### What needs to be done
For this exercise, copy each line of the records that contains the word "every".

### Information given
========================

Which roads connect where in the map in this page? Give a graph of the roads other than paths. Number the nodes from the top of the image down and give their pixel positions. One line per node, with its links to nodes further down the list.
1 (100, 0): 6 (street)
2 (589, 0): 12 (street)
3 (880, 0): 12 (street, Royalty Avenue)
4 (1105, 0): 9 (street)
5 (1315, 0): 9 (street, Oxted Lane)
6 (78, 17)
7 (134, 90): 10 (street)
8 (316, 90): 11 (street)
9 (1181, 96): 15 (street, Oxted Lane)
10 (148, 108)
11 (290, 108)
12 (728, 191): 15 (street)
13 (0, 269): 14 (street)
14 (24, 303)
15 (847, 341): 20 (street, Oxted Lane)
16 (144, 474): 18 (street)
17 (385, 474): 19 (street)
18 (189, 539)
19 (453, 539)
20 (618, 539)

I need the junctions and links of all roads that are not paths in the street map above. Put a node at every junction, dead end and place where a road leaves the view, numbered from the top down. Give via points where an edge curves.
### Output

========================

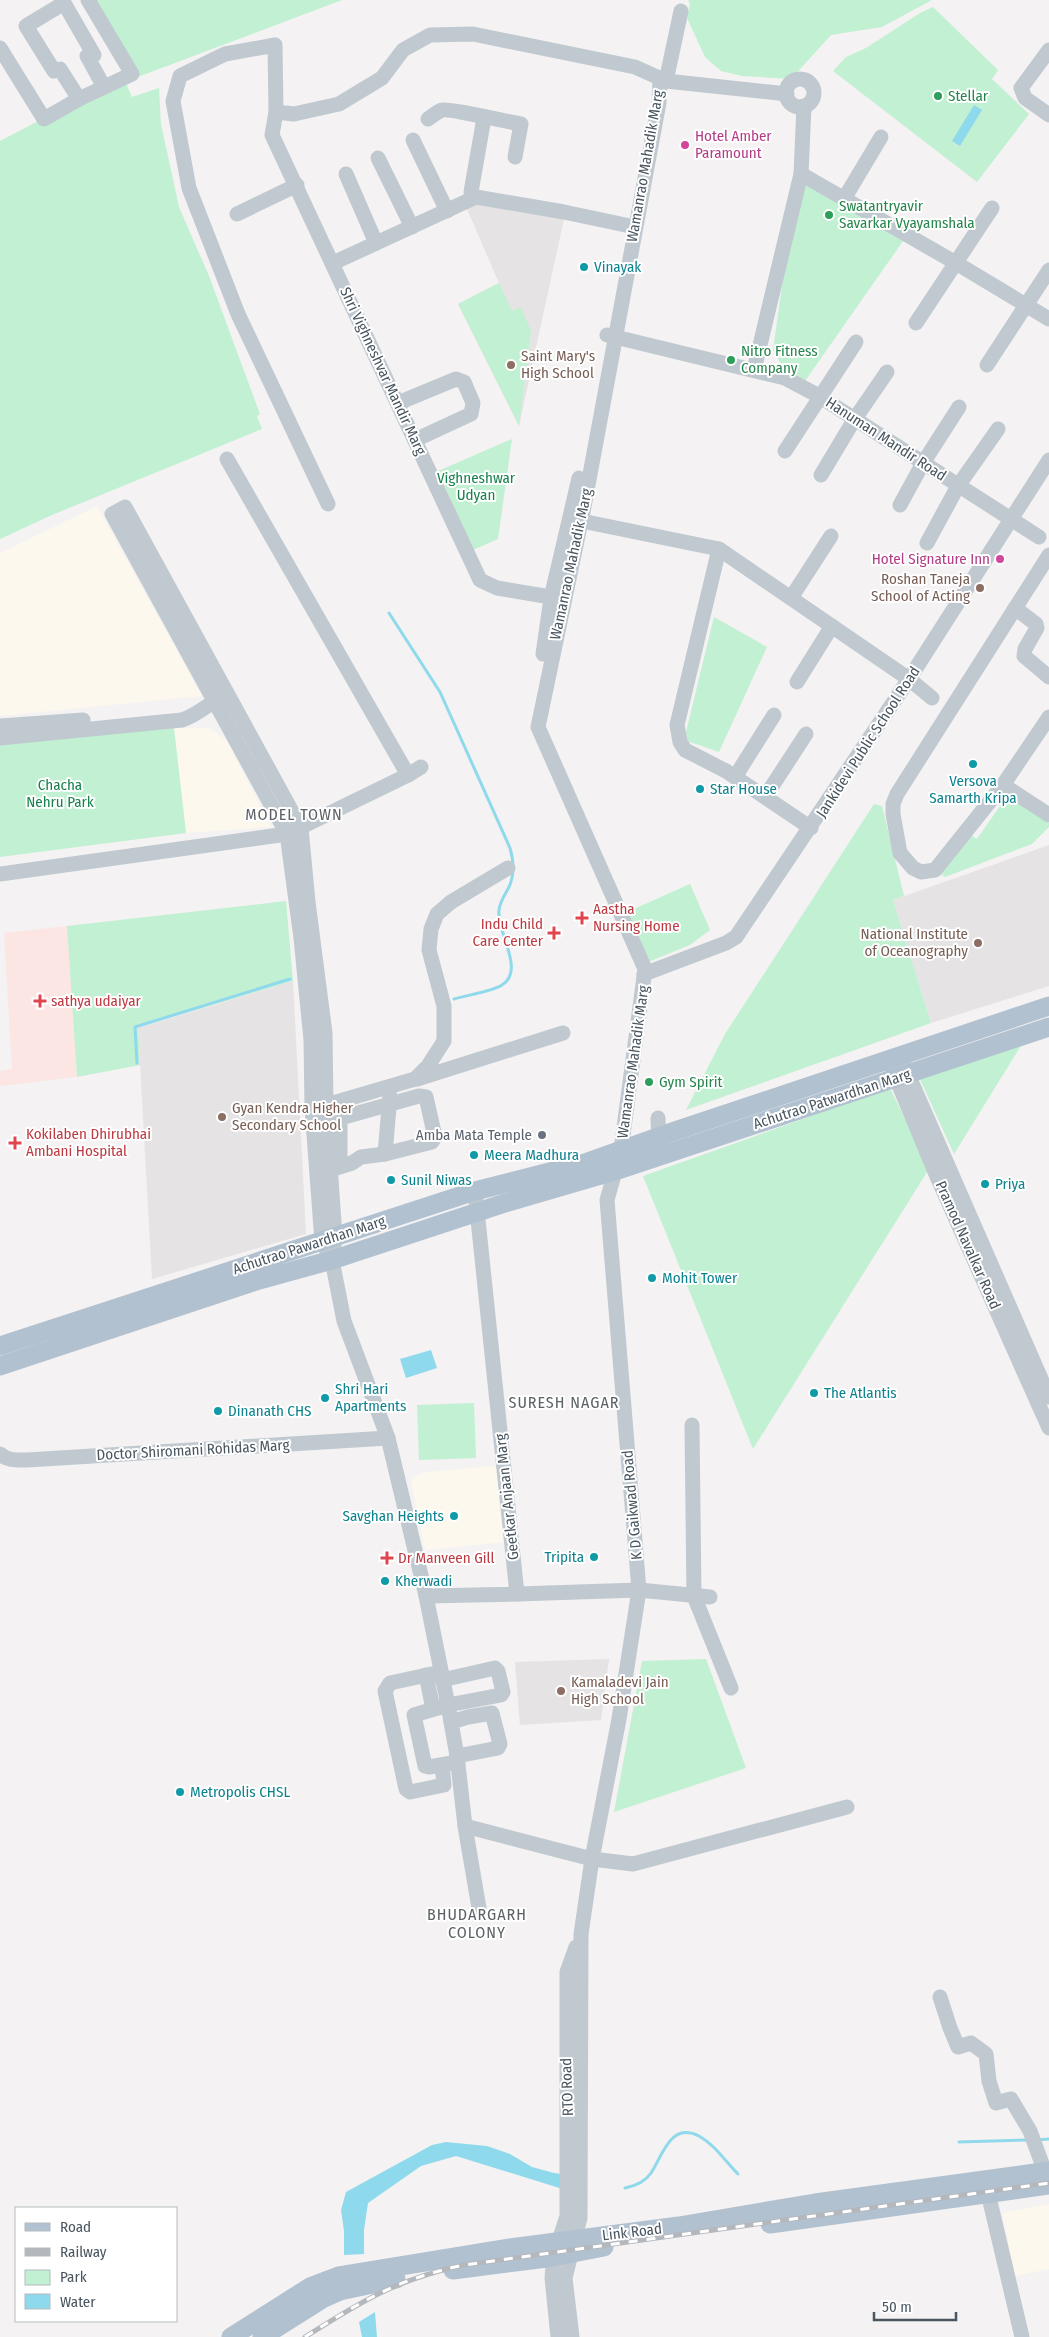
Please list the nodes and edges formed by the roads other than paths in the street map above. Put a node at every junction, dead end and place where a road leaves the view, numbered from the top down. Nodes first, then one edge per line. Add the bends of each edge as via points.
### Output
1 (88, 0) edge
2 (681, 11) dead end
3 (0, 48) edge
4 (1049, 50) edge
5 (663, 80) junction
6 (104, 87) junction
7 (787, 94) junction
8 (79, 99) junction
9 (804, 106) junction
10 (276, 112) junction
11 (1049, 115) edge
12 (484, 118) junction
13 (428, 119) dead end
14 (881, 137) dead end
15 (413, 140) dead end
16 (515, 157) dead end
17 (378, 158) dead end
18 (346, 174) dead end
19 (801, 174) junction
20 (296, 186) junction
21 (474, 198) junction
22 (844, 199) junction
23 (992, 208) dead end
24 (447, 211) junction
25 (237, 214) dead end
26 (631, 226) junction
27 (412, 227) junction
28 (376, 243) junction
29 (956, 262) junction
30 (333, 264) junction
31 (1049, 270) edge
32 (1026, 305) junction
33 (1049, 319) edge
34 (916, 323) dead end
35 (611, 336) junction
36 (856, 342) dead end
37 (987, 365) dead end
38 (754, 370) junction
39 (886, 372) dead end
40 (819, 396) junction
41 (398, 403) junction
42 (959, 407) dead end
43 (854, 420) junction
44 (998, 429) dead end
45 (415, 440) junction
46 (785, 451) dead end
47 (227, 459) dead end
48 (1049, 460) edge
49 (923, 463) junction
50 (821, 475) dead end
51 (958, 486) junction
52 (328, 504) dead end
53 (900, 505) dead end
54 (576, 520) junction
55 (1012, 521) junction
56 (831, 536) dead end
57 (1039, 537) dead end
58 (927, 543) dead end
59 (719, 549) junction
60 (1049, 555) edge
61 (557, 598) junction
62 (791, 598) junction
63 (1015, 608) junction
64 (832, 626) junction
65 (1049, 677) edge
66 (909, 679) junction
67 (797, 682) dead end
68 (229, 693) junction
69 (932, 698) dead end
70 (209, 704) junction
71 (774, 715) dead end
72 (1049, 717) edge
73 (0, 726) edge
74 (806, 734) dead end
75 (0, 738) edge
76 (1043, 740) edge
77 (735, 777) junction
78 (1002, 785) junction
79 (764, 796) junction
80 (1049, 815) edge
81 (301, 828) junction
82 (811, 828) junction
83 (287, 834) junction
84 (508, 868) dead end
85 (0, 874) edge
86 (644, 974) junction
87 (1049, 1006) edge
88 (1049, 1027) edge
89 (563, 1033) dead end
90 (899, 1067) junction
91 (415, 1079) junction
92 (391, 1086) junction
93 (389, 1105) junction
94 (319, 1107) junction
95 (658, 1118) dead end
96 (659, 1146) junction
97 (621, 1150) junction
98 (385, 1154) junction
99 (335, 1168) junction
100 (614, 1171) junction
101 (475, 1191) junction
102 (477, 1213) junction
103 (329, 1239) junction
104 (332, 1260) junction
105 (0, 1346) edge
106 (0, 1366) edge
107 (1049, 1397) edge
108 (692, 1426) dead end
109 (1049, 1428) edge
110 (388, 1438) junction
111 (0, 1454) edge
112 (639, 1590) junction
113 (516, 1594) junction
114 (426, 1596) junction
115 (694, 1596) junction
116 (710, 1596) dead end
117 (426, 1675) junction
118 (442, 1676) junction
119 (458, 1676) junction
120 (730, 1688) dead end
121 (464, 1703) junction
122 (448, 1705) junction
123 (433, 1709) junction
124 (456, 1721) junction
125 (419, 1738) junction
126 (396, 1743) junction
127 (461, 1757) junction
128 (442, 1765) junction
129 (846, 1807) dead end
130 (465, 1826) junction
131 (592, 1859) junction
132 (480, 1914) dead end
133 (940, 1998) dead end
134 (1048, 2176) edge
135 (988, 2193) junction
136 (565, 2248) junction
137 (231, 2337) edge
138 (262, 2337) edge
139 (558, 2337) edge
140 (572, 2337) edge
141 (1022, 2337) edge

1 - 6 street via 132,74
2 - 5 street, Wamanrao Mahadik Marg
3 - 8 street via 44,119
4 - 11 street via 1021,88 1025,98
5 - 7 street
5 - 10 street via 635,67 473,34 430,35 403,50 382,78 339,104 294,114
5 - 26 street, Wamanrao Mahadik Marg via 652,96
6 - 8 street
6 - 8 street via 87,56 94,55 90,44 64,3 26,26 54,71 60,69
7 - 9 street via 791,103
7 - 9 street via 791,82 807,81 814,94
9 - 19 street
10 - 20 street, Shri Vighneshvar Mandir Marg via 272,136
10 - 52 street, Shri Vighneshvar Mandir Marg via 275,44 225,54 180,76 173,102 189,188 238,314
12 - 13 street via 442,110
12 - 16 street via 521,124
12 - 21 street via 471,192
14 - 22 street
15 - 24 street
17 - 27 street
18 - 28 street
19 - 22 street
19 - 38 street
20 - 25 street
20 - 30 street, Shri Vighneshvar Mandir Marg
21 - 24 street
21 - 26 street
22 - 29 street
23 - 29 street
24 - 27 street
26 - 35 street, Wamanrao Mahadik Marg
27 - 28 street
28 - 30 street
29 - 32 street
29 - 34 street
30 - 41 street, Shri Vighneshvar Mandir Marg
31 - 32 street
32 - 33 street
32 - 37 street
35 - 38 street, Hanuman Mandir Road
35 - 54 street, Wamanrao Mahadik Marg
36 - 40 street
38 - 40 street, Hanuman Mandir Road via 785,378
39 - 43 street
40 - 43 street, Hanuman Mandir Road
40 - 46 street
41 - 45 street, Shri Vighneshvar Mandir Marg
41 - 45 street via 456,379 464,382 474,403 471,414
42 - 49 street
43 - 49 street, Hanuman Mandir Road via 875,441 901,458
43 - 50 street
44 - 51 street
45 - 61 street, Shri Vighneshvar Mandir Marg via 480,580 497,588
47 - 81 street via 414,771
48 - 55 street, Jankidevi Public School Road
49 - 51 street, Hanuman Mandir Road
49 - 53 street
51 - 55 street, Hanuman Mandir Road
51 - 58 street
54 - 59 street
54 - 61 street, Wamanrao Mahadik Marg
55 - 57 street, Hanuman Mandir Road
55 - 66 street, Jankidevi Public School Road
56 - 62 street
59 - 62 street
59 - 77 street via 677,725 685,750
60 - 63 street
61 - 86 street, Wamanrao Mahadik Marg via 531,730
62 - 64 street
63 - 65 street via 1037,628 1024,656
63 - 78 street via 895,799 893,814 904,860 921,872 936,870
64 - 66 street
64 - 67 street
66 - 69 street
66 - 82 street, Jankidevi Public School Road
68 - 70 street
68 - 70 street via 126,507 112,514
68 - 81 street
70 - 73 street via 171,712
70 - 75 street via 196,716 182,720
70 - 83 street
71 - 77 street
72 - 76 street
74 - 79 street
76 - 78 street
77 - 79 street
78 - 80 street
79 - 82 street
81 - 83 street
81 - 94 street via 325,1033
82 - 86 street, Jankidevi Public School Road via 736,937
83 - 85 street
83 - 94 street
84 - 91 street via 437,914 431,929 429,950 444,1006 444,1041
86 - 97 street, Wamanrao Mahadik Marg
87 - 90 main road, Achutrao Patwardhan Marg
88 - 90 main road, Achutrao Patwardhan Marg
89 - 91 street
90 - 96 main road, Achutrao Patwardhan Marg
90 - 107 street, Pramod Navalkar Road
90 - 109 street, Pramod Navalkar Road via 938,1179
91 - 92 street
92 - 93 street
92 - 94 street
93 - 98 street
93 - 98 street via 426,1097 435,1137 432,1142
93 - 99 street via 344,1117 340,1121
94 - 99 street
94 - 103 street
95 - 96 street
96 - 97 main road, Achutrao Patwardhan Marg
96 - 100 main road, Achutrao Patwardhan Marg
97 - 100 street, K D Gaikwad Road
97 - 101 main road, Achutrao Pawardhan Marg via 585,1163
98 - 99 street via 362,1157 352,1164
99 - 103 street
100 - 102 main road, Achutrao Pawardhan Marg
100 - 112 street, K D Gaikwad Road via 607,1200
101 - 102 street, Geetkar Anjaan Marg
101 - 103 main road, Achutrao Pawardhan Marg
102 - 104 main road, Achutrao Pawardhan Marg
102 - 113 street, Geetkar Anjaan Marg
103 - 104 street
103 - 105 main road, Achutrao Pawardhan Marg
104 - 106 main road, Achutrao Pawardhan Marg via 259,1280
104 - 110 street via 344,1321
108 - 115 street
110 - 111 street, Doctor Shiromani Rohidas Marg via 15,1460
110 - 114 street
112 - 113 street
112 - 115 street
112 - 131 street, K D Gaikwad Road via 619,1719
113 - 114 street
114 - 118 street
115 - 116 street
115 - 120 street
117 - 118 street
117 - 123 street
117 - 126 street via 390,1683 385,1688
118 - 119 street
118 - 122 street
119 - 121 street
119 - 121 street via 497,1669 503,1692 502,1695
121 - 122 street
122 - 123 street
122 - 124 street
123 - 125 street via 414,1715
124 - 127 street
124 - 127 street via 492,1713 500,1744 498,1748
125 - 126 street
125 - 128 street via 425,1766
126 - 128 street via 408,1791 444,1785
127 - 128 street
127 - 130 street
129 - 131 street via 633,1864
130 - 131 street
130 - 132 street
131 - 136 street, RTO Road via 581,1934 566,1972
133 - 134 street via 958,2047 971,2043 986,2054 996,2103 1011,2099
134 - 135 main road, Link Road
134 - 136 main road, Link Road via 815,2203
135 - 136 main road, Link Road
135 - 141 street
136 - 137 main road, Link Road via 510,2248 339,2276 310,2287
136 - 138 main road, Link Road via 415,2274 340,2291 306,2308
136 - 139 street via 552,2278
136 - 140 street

========================

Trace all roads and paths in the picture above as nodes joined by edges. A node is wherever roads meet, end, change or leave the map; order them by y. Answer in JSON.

========================

### Output of the task
I need the junctions and links of all roads that are not paths in the street map above. Put a node at every junction, dead end and place where a road leaves the view, numbered from the top down. Give via points where an edge curves.
Please list the nodes and edges formed by the roads other than paths in the street map above. Put a node at every junction, dead end and place where a road leaves the view, numbered from the top down. Nodes first, then one edge per line. Add the bends of each edge as via points.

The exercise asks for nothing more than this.